His name is Sylvain Collet. This “shooter” of modern times proceeds cautiously and stealthily in an art of which he has always doubted the legitimacy. It is through the lens of poetry, which he has embraced for 16 years, that photography has finally come to hold the interest it deserves for him. Poetry without words, what a gamble!

Currently, an exhibition of his photographs called “Psychoanalysis of Wrecks” is on display at the bar “le Ketje” located at 15 rue Auguste Gal.

The artist offers a poetic approach to visual reality, taking the time to focus on details that escape us in everyday life, such as bolts, cinders, and fallen streetlamps.

A gaze that delves uncompromisingly into withered, worn, aged materials to reveal their lived experience. A compassion for the reformed object, the remains of the workshop, which illuminates human feelings of sorrow and overwhelming sadness, but also and most importantly, the human ability to survive through the richness of its own wrinkles and emotional scars.

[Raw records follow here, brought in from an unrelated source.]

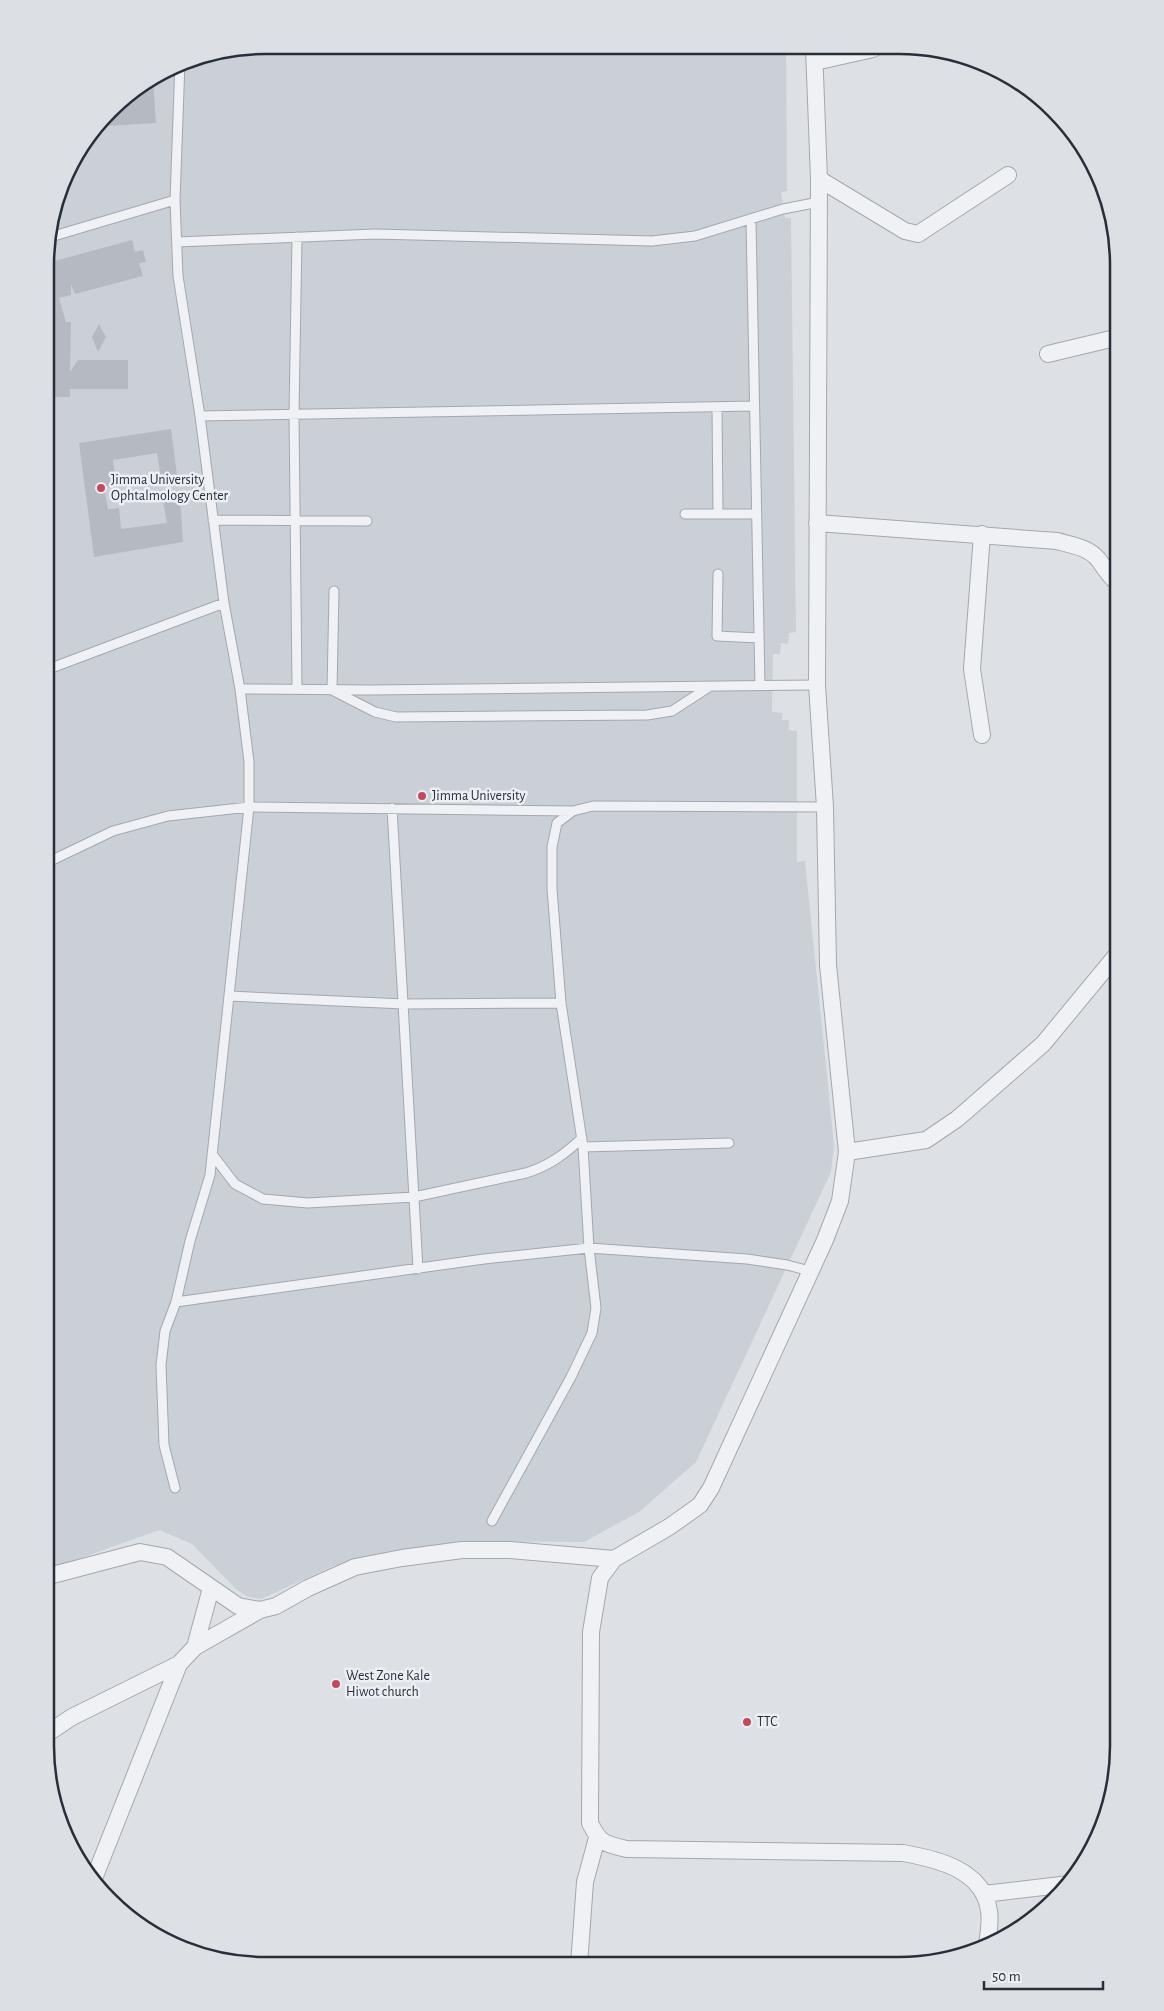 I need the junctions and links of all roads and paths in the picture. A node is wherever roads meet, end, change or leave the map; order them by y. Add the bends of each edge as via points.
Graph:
1 (815, 55) edge
2 (180, 72) edge
3 (1008, 175) dead end
4 (819, 179) junction
5 (175, 200) junction
6 (819, 202) junction
7 (751, 220) junction
8 (56, 235) edge
9 (297, 237) junction
10 (177, 242) junction
11 (1110, 339) edge
12 (1048, 354) dead end
13 (754, 406) junction
14 (717, 407) junction
15 (294, 414) junction
16 (200, 416) junction
17 (685, 514) dead end
18 (718, 514) junction
19 (756, 514) junction
20 (213, 520) junction
21 (295, 520) junction
22 (367, 521) dead end
23 (817, 523) junction
24 (982, 534) junction
25 (718, 574) dead end
26 (1110, 577) edge
27 (334, 591) dead end
28 (224, 603) junction
29 (759, 638) junction
30 (54, 667) edge
31 (818, 685) junction
32 (709, 686) junction
33 (760, 686) junction
34 (297, 688) junction
35 (240, 689) junction
36 (332, 690) junction
37 (982, 734) dead end
38 (249, 807) junction
39 (824, 807) junction
40 (392, 808) junction
41 (573, 811) junction
42 (54, 858) edge
43 (1110, 963) edge
44 (229, 996) junction
45 (561, 1003) junction
46 (404, 1004) junction
47 (582, 1142) junction
48 (729, 1143) dead end
49 (847, 1152) junction
50 (212, 1154) junction
51 (414, 1197) junction
52 (589, 1248) junction
53 (418, 1269) junction
54 (810, 1271) junction
55 (176, 1302) junction
56 (175, 1488) dead end
57 (492, 1521) dead end
58 (614, 1559) junction
59 (54, 1575) edge
60 (211, 1588) junction
61 (260, 1610) junction
62 (195, 1647) junction
63 (179, 1664) junction
64 (54, 1729) edge
65 (597, 1838) junction
66 (96, 1873) edge
67 (1058, 1885) edge
68 (984, 1894) junction
69 (988, 1937) edge
70 (579, 1957) edge

1 - 4 street
2 - 5 lane
3 - 4 street via 918,234 904,231
4 - 6 street
5 - 8 lane
5 - 10 lane
6 - 7 lane
6 - 23 street
7 - 9 lane via 695,236 652,241 374,234
7 - 13 lane
9 - 10 lane
9 - 15 lane
10 - 16 lane via 178,276
11 - 12 street
13 - 14 lane
13 - 19 lane
14 - 15 lane
14 - 18 lane
15 - 16 lane
15 - 21 lane
16 - 20 lane
17 - 18 lane
18 - 19 lane
19 - 29 lane
20 - 21 lane
20 - 28 lane
21 - 22 lane
21 - 34 lane
23 - 24 street
23 - 31 street
24 - 26 street via 1057,541 1085,549 1097,558
24 - 37 street via 972,669
25 - 29 lane via 717,636
27 - 36 lane
28 - 30 lane
28 - 35 lane
29 - 33 lane
31 - 33 lane
31 - 39 street
32 - 33 lane
32 - 36 lane
32 - 36 lane via 672,711 637,716 396,717 376,712
34 - 35 lane
34 - 36 lane
35 - 38 lane via 249,762
38 - 40 lane
38 - 42 lane via 168,816 113,831
38 - 44 lane
39 - 41 lane via 593,806
39 - 49 street via 828,965
40 - 41 lane
40 - 46 lane
41 - 45 lane via 557,823 552,847
43 - 49 street via 1043,1044 957,1119 926,1140
44 - 46 lane
44 - 50 lane
45 - 46 lane
45 - 47 lane
46 - 51 lane
47 - 48 lane
47 - 51 lane via 542,1168
47 - 52 lane
49 - 54 street via 840,1201
50 - 51 lane via 236,1184 263,1199 308,1204
50 - 55 lane via 210,1175
51 - 53 lane
52 - 53 lane
52 - 54 lane via 747,1260
52 - 57 lane via 596,1308 592,1333 548,1422
53 - 55 lane
54 - 58 street via 700,1505
55 - 56 lane via 165,1331 161,1365 164,1444
58 - 61 street via 510,1550 462,1550 402,1558 355,1568 276,1606
58 - 65 street via 600,1578 591,1632 590,1823
59 - 60 street via 140,1552 167,1556
60 - 61 street via 238,1606
60 - 62 street
61 - 62 street
62 - 63 street
63 - 64 street
63 - 66 street
65 - 68 street via 605,1844 627,1849 903,1853 932,1858 954,1868 974,1880
65 - 70 street via 585,1882
67 - 68 street
68 - 69 street via 989,1911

Here we have a proposal to dream in the mirror rather than a truly directive speech, and everyone must find the echo of their own lived but surpassed sorrows, despite the apparent harshness of the subjects.

Interview Sylvain Collet

Sylvain, what is photography for you?

A craft I did not initially deem worthy of the name, but it has tamed my opinion as I gradually master its practice, however awkwardly. When successful, it allows for an immediate touch on sensitivity, without a word. It is this silent strength that made me love it. To me, photography is to poetry what sexual penetration is to a love letter.

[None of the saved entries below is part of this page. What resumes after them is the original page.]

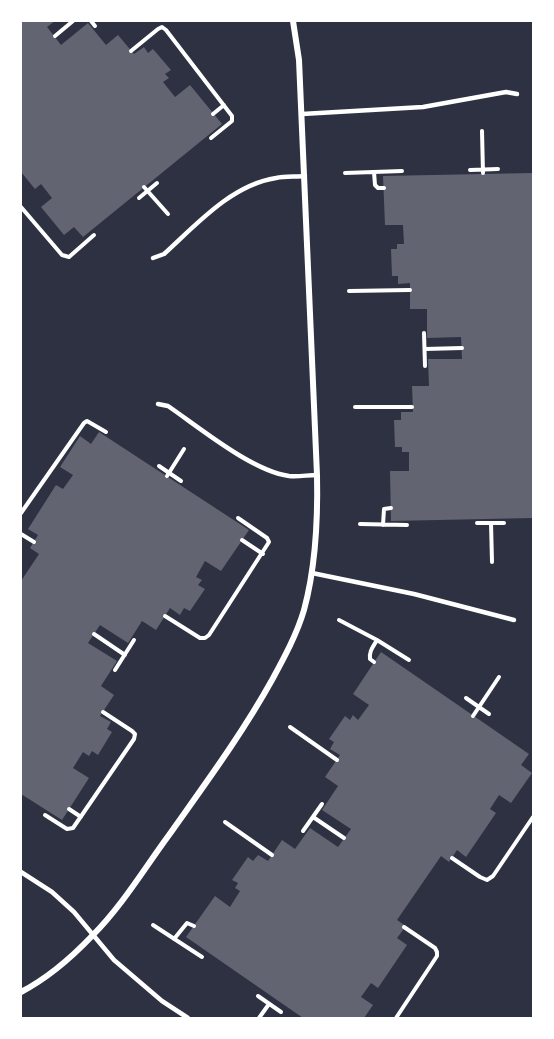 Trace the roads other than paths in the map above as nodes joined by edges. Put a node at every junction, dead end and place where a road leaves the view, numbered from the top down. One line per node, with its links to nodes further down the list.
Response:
1 (293, 21): 3 (street)
2 (517, 94): 3 (lane)
3 (302, 114): 4 (street)
4 (305, 176): 5 (lane); 7 (street)
5 (153, 258)
6 (158, 404): 7 (lane)
7 (317, 475): 8 (street)
8 (312, 573): 9 (lane); 11 (street)
9 (514, 620)
10 (21, 872): 11 (lane)
11 (94, 935): 12 (street); 13 (lane)
12 (21, 992)
13 (188, 1018)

Triggering raw emotion instantly, bypassing speech. Therefore, it’s very practical for sharing grief, anger, exhilaration, astonishment—all these emotions that text often struggles to describe. But above all, it is a scientific means of capturing light from subject A at an instant T from an xyz viewpoint, and light is something you can never catch up to. Magic, right?

I’ve come to agree with those natives who say we “steal the soul” by photographing them. What is it to capture a bit of their light for a moment, with all that it contains? With the power to reproduce it afterward! It’s also a good way to compose a clean image when you can’t paint or don’t have the time.
For this exhibition, it’s hopefully a way to share quite special sensations. I’ve been moved by objects because they resembled my feelings. My subconscious focuses on a subject, and I shoot; if it’s successful, the audience’s subconscious is touched by the same emotion. It’s about intimate sharing, otherwise impossible except through masterful musical composition.

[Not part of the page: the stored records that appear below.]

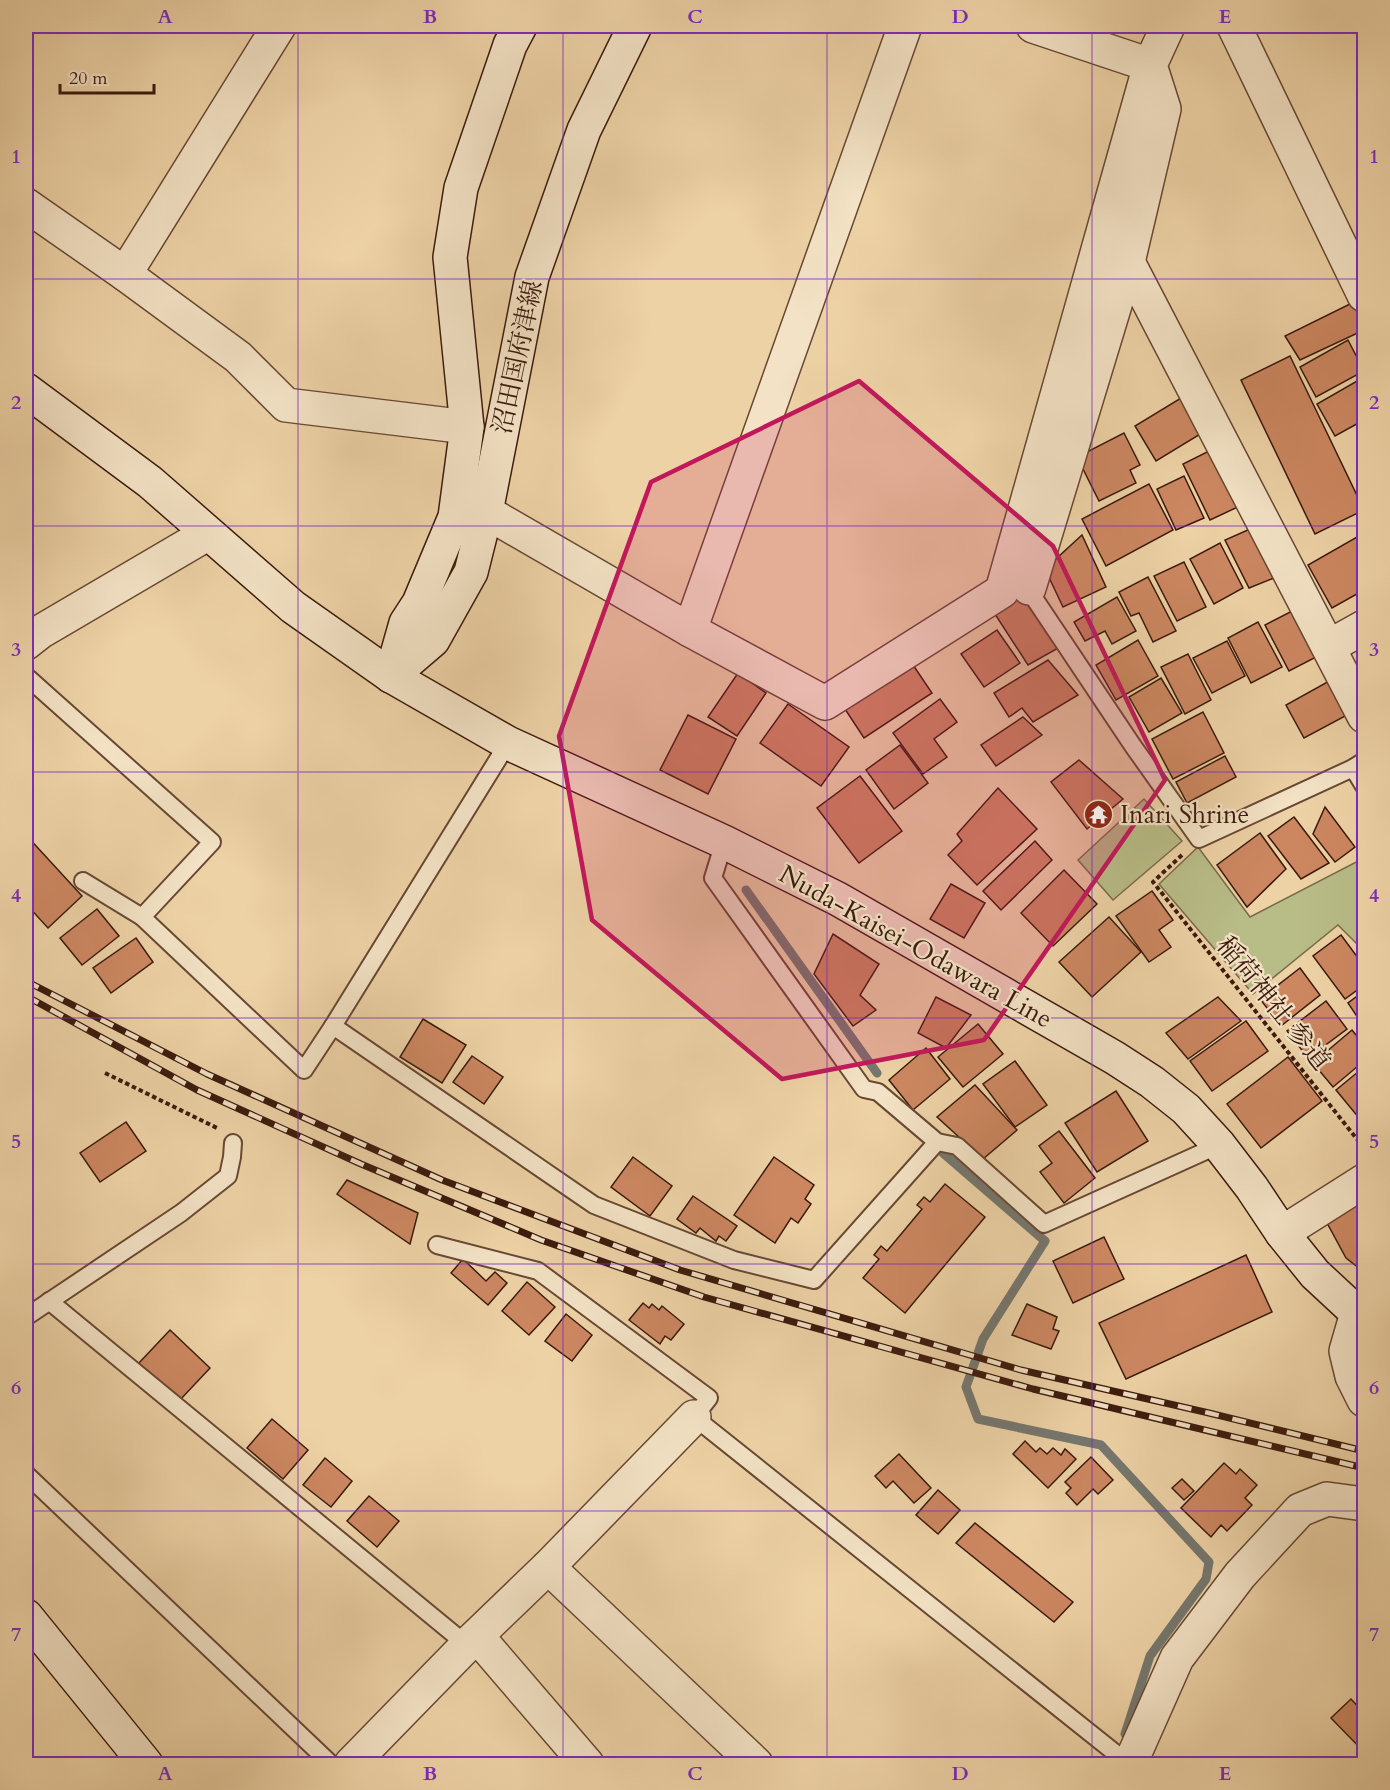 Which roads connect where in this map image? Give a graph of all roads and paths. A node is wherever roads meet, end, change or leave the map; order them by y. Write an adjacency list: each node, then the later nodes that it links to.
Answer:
1 (279, 26): 11 (street)
2 (520, 26): 14 (street, 沼田国府津線)
3 (635, 26): 15 (street, 沼田国府津線)
4 (905, 26): 20 (street)
5 (1033, 26): 8 (street)
6 (1168, 26): 8 (street)
7 (1234, 26): 12 (street)
8 (1150, 65): 10 (street); 17 (street)
9 (26, 205): 11 (street)
10 (1128, 262): 17 (street); 21 (street)
11 (125, 274): 14 (street)
12 (1365, 295)
13 (26, 390): 16 (street)
14 (467, 427): 23 (street, 沼田国府津線)
15 (486, 512): 20 (street); 23 (street, 沼田国府津線)
16 (207, 534): 19 (street); 23 (street)
17 (1019, 576): 20 (street); 28 (lane)
18 (1365, 627): 21 (street)
19 (30, 630)
20 (690, 630)
21 (1330, 646): 24 (street)
22 (26, 676): 31 (lane)
23 (391, 676): 25 (street, Nuda-Kaisei-Odawara Line)
24 (1365, 716)
25 (508, 743): 29 (street, Nuda-Kaisei-Odawara Line); 32 (lane)
26 (1359, 765): 27 (lane); 28 (lane)
27 (1365, 786)
28 (1199, 839): 37 (path, 稲荷神社 参道)
29 (724, 842): 34 (lane); 36 (street, Nuda-Kaisei-Odawara Line)
30 (83, 881): 31 (lane)
31 (142, 917): 32 (lane)
32 (333, 1026): 34 (lane)
33 (105, 1073): 35 (path)
34 (937, 1142): 36 (lane)
35 (233, 1143): 41 (lane)
36 (1219, 1145): 39 (street, Nuda-Kaisei-Odawara Line)
37 (1365, 1148)
38 (1365, 1181): 39 (street)
39 (1282, 1233): 42 (street, Nuda-Kaisei-Odawara Line)
40 (437, 1245): 45 (lane)
41 (49, 1301): 43 (lane); 50 (lane)
42 (1361, 1315): 44 (street)
43 (26, 1317)
44 (1365, 1400)
45 (694, 1416): 48 (street); 56 (lane)
46 (26, 1474): 52 (lane)
47 (1365, 1504): 56 (street)
48 (548, 1567): 50 (street); 55 (street)
49 (26, 1616): 51 (street)
50 (472, 1641): 53 (street); 54 (street)
51 (146, 1764)
52 (331, 1764)
53 (351, 1764)
54 (587, 1764)
55 (756, 1764)
56 (1130, 1764)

What has been your path, strewn with obstacles or a royal road?

The path of a youngster forced into technological studies despite his artistic wishes under the pretext of a “royal path” and good grades in math. Therefore, my artistic practice was guilty until recently. “Arts and letters lead to nothing…” After scientific studies, I worked on construction sites, then as a depressed salesman, then as a green tourism animator where I started photographing.

I was organizing a slow turnaround. Meanwhile, I have always_written poetry, as breaths of fresh air. Then I landed a job as a salaried photographer, where for 4 years I trained in photographic practice, between books and personal tips. I worked for the biggest hotels from Menton to St Tropez, Saint Barthelemy, London, with the same seriousness I had learned on construction sites. The profession of a photographer makes many dream, but I did it like wiring an electrical panel with precision, because I had never dreamed of it.

Then, finally, as I continued to use it, the camera became a means of expressing personal feelings, as I liked to do in poetry. This is what has led to this exhibition: snapshots taken over professional journeys mostly, moments of dream stolen from duty and frenzy.

What are your plans?

I continue to work as a photographer in tourism and hotels, and in event planning for the food industry. I see the future in the long term, only offering skills I have, and as I expand them, I aim to satisfy an increasingly broad range of clients.

I will continue to train, especially in black and white lab and portrait photography, but these trainings are expensive. As for artistic photography, this exhibition is the cry of a newborn: full of pain and revolt but full of life. Now that I have been able to communicate these emotions, I will turn towards more pleasant feelings, and attempt in the same vein to provide comfort and wonder. I will continue to focus on the memorial content of waste and used objects anyway.

I might venture into body photography, which fascinates many photographers though not necessarily me. I would like to photograph old naked women, full of history, unlike these smooth girls who have nothing to tell. This exhibition will move to the cafeteria of the Espace Magnan in early October and will hopefully find other venues thereafter because it is very dear to me.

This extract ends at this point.